At the time that deal was made in April 2007, city officials tied the fate of the casino and cycling projects together, indicating one plan was for the casino to use a portion of the land, leaving the rest to be available to the city. If the casino didn’t develop, the city would get all the land and still build the bicycle trail.

About $1 million deposited in an escrow account over the past 16 months by Minnesota-based Lakes Entertainment, a casino company, will finance the city’s purchase.Lakes told state regulators two months earlier that the right-of-way was the main holdup on building its palatial, $200 million casino. Without it, access to its Warrenton area site west of U.S. 61 South would be across the right-of-way, even though rail traffic on the spur line was very limited.

“It was a benefit to Lakes to not have the rail there,” Thomas said.

Thomas indicated Tuesday the casino and bike path involve separate pieces of land and have progressed independently – indicating the two projects may yet coexist.

In the past year, Lakes has purchased 115.2 acres for the project, in a pre-construction phase for nearly four years.

While Lakes has approval of its site from the Mississippi Gaming Commission, the firm must present a financing package to the three-member regulatory panel to begin building.
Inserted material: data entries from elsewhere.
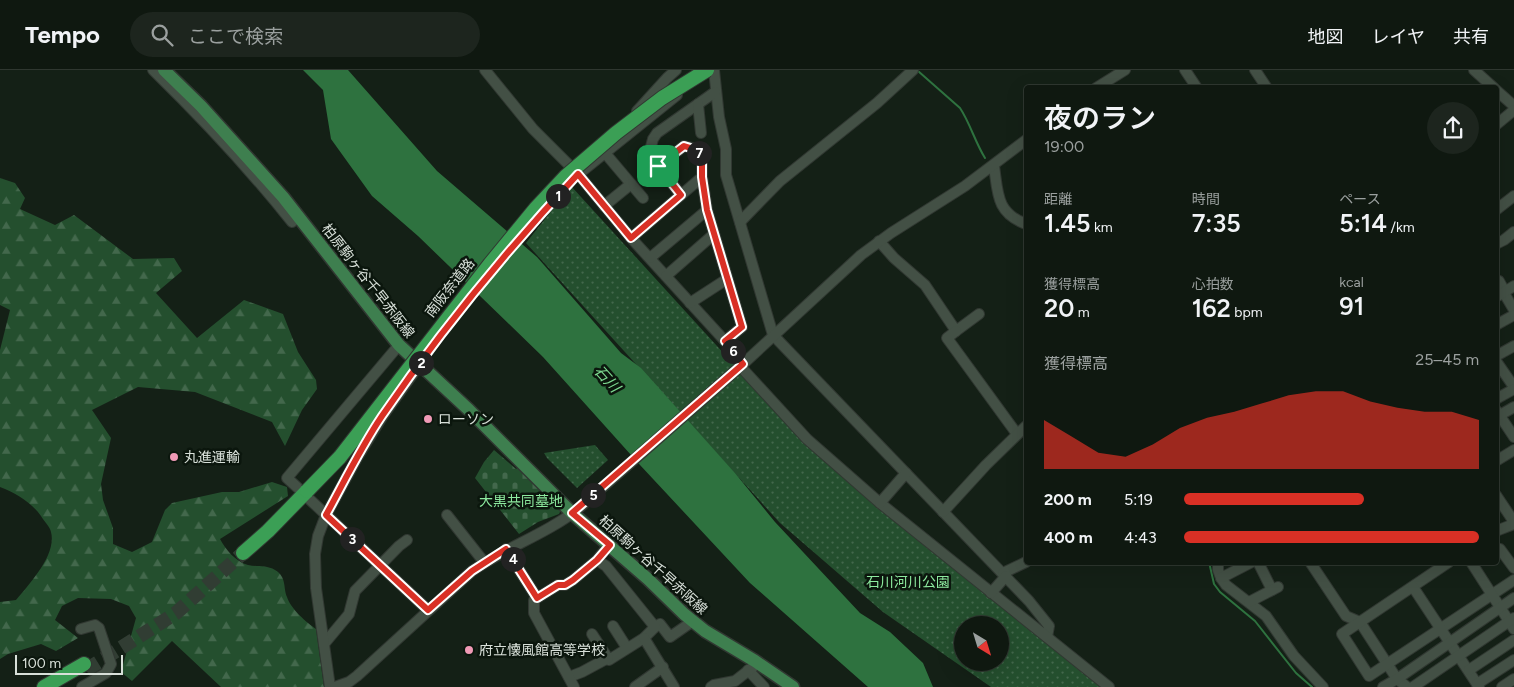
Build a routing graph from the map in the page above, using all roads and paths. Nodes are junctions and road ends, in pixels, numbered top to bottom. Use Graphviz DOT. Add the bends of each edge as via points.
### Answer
graph roads {
  1 [pos="153,70"];
  2 [pos="164,70"];
  3 [pos="485,70"];
  4 [pos="676,70"];
  5 [pos="698,70"];
  6 [pos="712,70"];
  7 [pos="913,70"];
  8 [pos="1125,70"];
  9 [pos="1185,70"];
  10 [pos="1255,70"];
  11 [pos="1474,70"];
  12 [pos="1101,85"];
  13 [pos="1195,85"];
  14 [pos="1265,85"];
  15 [pos="1491,85"];
  16 [pos="715,92"];
  17 [pos="1499,93"];
  18 [pos="698,104"];
  19 [pos="1514,106"];
  20 [pos="1514,110"];
  21 [pos="1499,122"];
  22 [pos="701,133"];
  23 [pos="1024,142"];
  24 [pos="605,153"];
  25 [pos="658,166"];
  26 [pos="994,166"];
  27 [pos="578,174"];
  28 [pos="702,177"];
  29 [pos="631,184"];
  30 [pos="681,195"];
  31 [pos="1514,196"];
  32 [pos="643,198"];
  33 [pos="604,206"];
  34 [pos="1499,208"];
  35 [pos="707,210"];
  36 [pos="299,216"];
  37 [pos="740,222"];
  38 [pos="1024,223"];
  39 [pos="1514,232"];
  40 [pos="714,234"];
  41 [pos="631,238"];
  42 [pos="879,241"];
  43 [pos="1500,242"];
  44 [pos="1514,246"];
  45 [pos="650,258"];
  46 [pos="666,276"];
  47 [pos="727,279"];
  48 [pos="1499,281"];
  49 [pos="1505,292"];
  50 [pos="690,303"];
  51 [pos="1514,310"];
  52 [pos="979,314"];
  53 [pos="1514,315"];
  54 [pos="1499,323"];
  55 [pos="956,331"];
  56 [pos="772,336"];
  57 [pos="725,341"];
  58 [pos="399,345"];
  59 [pos="1514,346"];
  60 [pos="1499,354"];
  61 [pos="423,361"];
  62 [pos="739,366"];
  63 [pos="1499,366"];
  64 [pos="1514,388"];
  65 [pos="1499,397"];
  66 [pos="1514,407"];
  67 [pos="1499,412"];
  68 [pos="1499,413"];
  69 [pos="1511,425"];
  70 [pos="1024,428"];
  71 [pos="1017,434"];
  72 [pos="1514,437"];
  73 [pos="1514,450"];
  74 [pos="1499,459"];
  75 [pos="906,473"];
  76 [pos="304,491"];
  77 [pos="1499,500"];
  78 [pos="880,503"];
  79 [pos="576,510"];
  80 [pos="943,512"];
  81 [pos="326,515"];
  82 [pos="447,515"];
  83 [pos="1514,523"];
  84 [pos="1499,530"];
  85 [pos="407,540"];
  86 [pos="610,545"];
  87 [pos="506,549"];
  88 [pos="1500,549"];
  89 [pos="242,550"];
  90 [pos="597,560"];
  91 [pos="484,562"];
  92 [pos="1024,563"];
  93 [pos="379,565"];
  94 [pos="1218,565"];
  95 [pos="1246,565"];
  96 [pos="1260,565"];
  97 [pos="1312,565"];
  98 [pos="1445,565"];
  99 [pos="1473,565"];
  100 [pos="1514,568"];
  101 [pos="1004,574"];
  102 [pos="1221,578"];
  103 [pos="1514,580"];
  104 [pos="1412,587"];
  105 [pos="991,592"];
  106 [pos="1492,595"];
  107 [pos="537,598"];
  108 [pos="1514,598"];
  109 [pos="1249,602"];
  110 [pos="1500,608"];
  111 [pos="428,610"];
  112 [pos="693,621"];
  113 [pos="1360,622"];
  114 [pos="1512,623"];
  115 [pos="613,626"];
  116 [pos="655,627"];
  117 [pos="81,628"];
  118 [pos="1440,629"];
  119 [pos="592,634"];
  120 [pos="1046,637"];
  121 [pos="644,638"];
  122 [pos="1514,640"];
  123 [pos="1449,643"];
  124 [pos="324,644"];
  125 [pos="627,648"];
  126 [pos="1458,657"];
  127 [pos="608,658"];
  128 [pos="1514,660"];
  129 [pos="1388,664"];
  130 [pos="753,666"];
  131 [pos="663,668"];
  132 [pos="1469,670"];
  133 [pos="569,677"];
  134 [pos="1397,679"];
  135 [pos="1514,679"];
  136 [pos="784,685"];
  137 [pos="1478,686"];
  138 [pos="44,687"];
  139 [pos="56,687"];
  140 [pos="82,687"];
  141 [pos="330,687"];
  142 [pos="335,687"];
  143 [pos="574,687"];
  144 [pos="634,687"];
  145 [pos="674,687"];
  146 [pos="711,687"];
  147 [pos="764,687"];
  148 [pos="1109,687"];
  149 [pos="1323,687"];
  150 [pos="1383,687"];
  151 [pos="1407,687"];
  152 [pos="1413,687"];
  153 [pos="1502,687"];
  1 -- 36 [label="street" via="249,170 292,222"];
  2 -- 36 [label="main road, 柏原駒ヶ谷千早赤阪線" via="201,106"];
  3 -- 27 [label="street" via="533,129"];
  4 -- 27 [label="street"];
  5 -- 76 [label="highway, 南阪奈道路, bridge" via="613,130 538,199"];
  6 -- 16 [label="street"];
  6 -- 24 [label="street"];
  6 -- 76 [label="highway, 南阪奈道路, bridge" via="647,110 566,176 490,264 340,457"];
  7 -- 37 [label="street" via="780,181"];
  8 -- 12 [label="street"];
  9 -- 13 [label="street"];
  10 -- 14 [label="street"];
  11 -- 15 [label="street"];
  16 -- 18 [label="street"];
  16 -- 37 [label="street" via="726,149 726,175"];
  17 -- 19 [label="street"];
  18 -- 22 [label="street"];
  18 -- 25 [label="street" via="652,139 649,154"];
  20 -- 21 [label="street"];
  23 -- 26 [label="street"];
  24 -- 27 [label="street"];
  24 -- 29 [label="street"];
  25 -- 28 [label="street" via="684,146 697,150 702,157"];
  25 -- 30 [label="street"];
  26 -- 38 [label="street" via="1001,205 1007,213"];
  26 -- 42 [label="street"];
  27 -- 33 [label="street"];
  27 -- 61 [label="street" via="525,231"];
  28 -- 30 [label="street"];
  28 -- 35 [label="street"];
  29 -- 32 [label="street"];
  29 -- 33 [label="street"];
  30 -- 41 [label="street"];
  31 -- 34 [label="street"];
  33 -- 41 [label="street"];
  35 -- 40 [label="street"];
  35 -- 45 [label="street"];
  36 -- 58 [label="main road, 柏原駒ヶ谷千早赤阪線"];
  37 -- 56 [label="street"];
  39 -- 43 [label="street"];
  40 -- 46 [label="street"];
  40 -- 47 [label="street"];
  41 -- 45 [label="street"];
  42 -- 55 [label="street" via="925,285"];
  42 -- 56 [label="street"];
  43 -- 44 [label="street"];
  45 -- 46 [label="street"];
  46 -- 50 [label="street"];
  47 -- 50 [label="street"];
  47 -- 57 [label="street" via="742,327"];
  48 -- 49 [label="street"];
  49 -- 51 [label="street"];
  50 -- 57 [label="street"];
  52 -- 55 [label="street"];
  53 -- 54 [label="street"];
  55 -- 71 [label="street" via="947,338"];
  56 -- 62 [label="street"];
  56 -- 75 [label="street"];
  57 -- 62 [label="street"];
  58 -- 61 [label="main road, 柏原駒ヶ谷千早赤阪線"];
  58 -- 76 [label="street" via="288,478"];
  59 -- 60 [label="street"];
  61 -- 79 [label="main road, 柏原駒ヶ谷千早赤阪線" via="469,410"];
  61 -- 81 [label="street" via="382,417"];
  62 -- 78 [label="street" via="807,439"];
  62 -- 79 [label="street"];
  63 -- 64 [label="street"];
  64 -- 65 [label="street"];
  66 -- 67 [label="street"];
  68 -- 69 [label="street"];
  69 -- 72 [label="street"];
  70 -- 71 [label="street"];
  71 -- 80 [label="street"];
  73 -- 74 [label="street"];
  75 -- 78 [label="street"];
  75 -- 80 [label="street"];
  76 -- 81 [label="street"];
  76 -- 89 [label="highway, 南阪奈道路" via="268,531"];
  77 -- 83 [label="street"];
  78 -- 105 [label="street"];
  79 -- 86 [label="main road, 柏原駒ヶ谷千早赤阪線"];
  79 -- 87 [label="street"];
  80 -- 101 [label="street"];
  81 -- 93 [label="street"];
  81 -- 124 [label="street" via="318,536 316,554 316,588"];
  82 -- 91 [label="street"];
  83 -- 84 [label="street"];
  85 -- 93 [label="street"];
  86 -- 90 [label="street"];
  86 -- 112 [label="main road, 柏原駒ヶ谷千早赤阪線"];
  87 -- 91 [label="street"];
  87 -- 107 [label="street"];
  88 -- 100 [label="street"];
  90 -- 107 [label="street" via="565,585 558,585"];
  90 -- 116 [label="street" via="606,566"];
  91 -- 111 [label="street"];
  92 -- 101 [label="street"];
  93 -- 111 [label="street"];
  93 -- 124 [label="street" via="355,591 349,614"];
  94 -- 102 [label="street"];
  95 -- 102 [label="street"];
  96 -- 109 [label="street" via="1275,589"];
  97 -- 113 [label="street" via="1346,616"];
  98 -- 104 [label="street"];
  99 -- 106 [label="street"];
  101 -- 105 [label="street"];
  101 -- 120 [label="street" via="1049,626"];
  102 -- 109 [label="street"];
  103 -- 106 [label="street"];
  104 -- 113 [label="street"];
  104 -- 118 [label="street"];
  105 -- 120 [label="street"];
  106 -- 110 [label="street"];
  106 -- 118 [label="street"];
  107 -- 133 [label="street" via="534,600 534,613"];
  108 -- 110 [label="street"];
  109 -- 149 [label="street" via="1266,616 1294,656"];
  110 -- 114 [label="street"];
  110 -- 123 [label="street"];
  111 -- 142 [label="street" via="353,679"];
  112 -- 116 [label="street" via="670,637 660,624"];
  112 -- 130 [label="main road, 柏原駒ヶ谷千早赤阪線"];
  113 -- 129 [label="street"];
  113 -- 129 [label="street" via="1342,634 1359,663 1369,676"];
  114 -- 126 [label="street"];
  115 -- 125 [label="street"];
  116 -- 121 [label="street"];
  117 -- 140 [label="street" via="95,625 98,628 111,664 106,673"];
  118 -- 123 [label="street"];
  118 -- 129 [label="street"];
  119 -- 127 [label="street"];
  120 -- 148 [label="street"];
  121 -- 125 [label="street"];
  121 -- 131 [label="street"];
  122 -- 132 [label="street"];
  123 -- 126 [label="street"];
  123 -- 134 [label="street"];
  124 -- 141 [label="street"];
  125 -- 127 [label="street"];
  126 -- 132 [label="street"];
  126 -- 152 [label="street"];
  127 -- 133 [label="street"];
  128 -- 137 [label="street"];
  129 -- 134 [label="street"];
  130 -- 136 [label="main road, 柏原駒ヶ谷千早赤阪線"];
  130 -- 146 [label="street" via="735,681"];
  130 -- 147 [label="street"];
  131 -- 144 [label="street"];
  131 -- 145 [label="street"];
  132 -- 137 [label="street"];
  133 -- 143 [label="street"];
  134 -- 150 [label="street"];
  134 -- 151 [label="street"];
  135 -- 153 [label="street"];
  138 -- 139 [label="highway" via="85,667"];
}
A two-year deadline from site approval to submitting financing plans has been waived by state regulators, meaning the company may still seek final state approval to become the city’s sixth casino. Lakes officials did not return calls Tuesday.

A formal abandonment of the rail lines began late last year as Vicksburg-based Foam Packaging offered to purchase the right-of-way in order to preserve the tracks, which provide the primary means for it to receive its raw materials. Federal regulators said preservation of rail service trumped the city’s plan, but after six months of legal maneuvering, the Foam Packaging pulled out of the deal in May because of concerns over time frames on title transfers and a strain of its relationship with Maryland-based short line rail operator James Riffin.

Developments have also included Warren County’s aborted demolition of a low-clearance rail overpass at Glass Road. Perched over one of only two access routes to riverside industries south of town, the trestle’s 9-foot clearance has been an impediment for ambulances and fire trucks for years. Work by Road Department crews to take down the brush-laden structure was halted when county supervisors learned of the abandonment proceedings and wished to avoid any violation of federal law even though the trestle supports are on county right-of-way.

Legal staff with the U.S. Surface Transportation Board left that issue as a local one when it issued a Notice of Interim Trail Use to the city in June. Earlier decisions by STB during the process freed KCS to sue the county for damages stemming from the partial demolition if it so chose.

At the moment, Thomas said, no time frame has been worked out for creating the bicycle trail.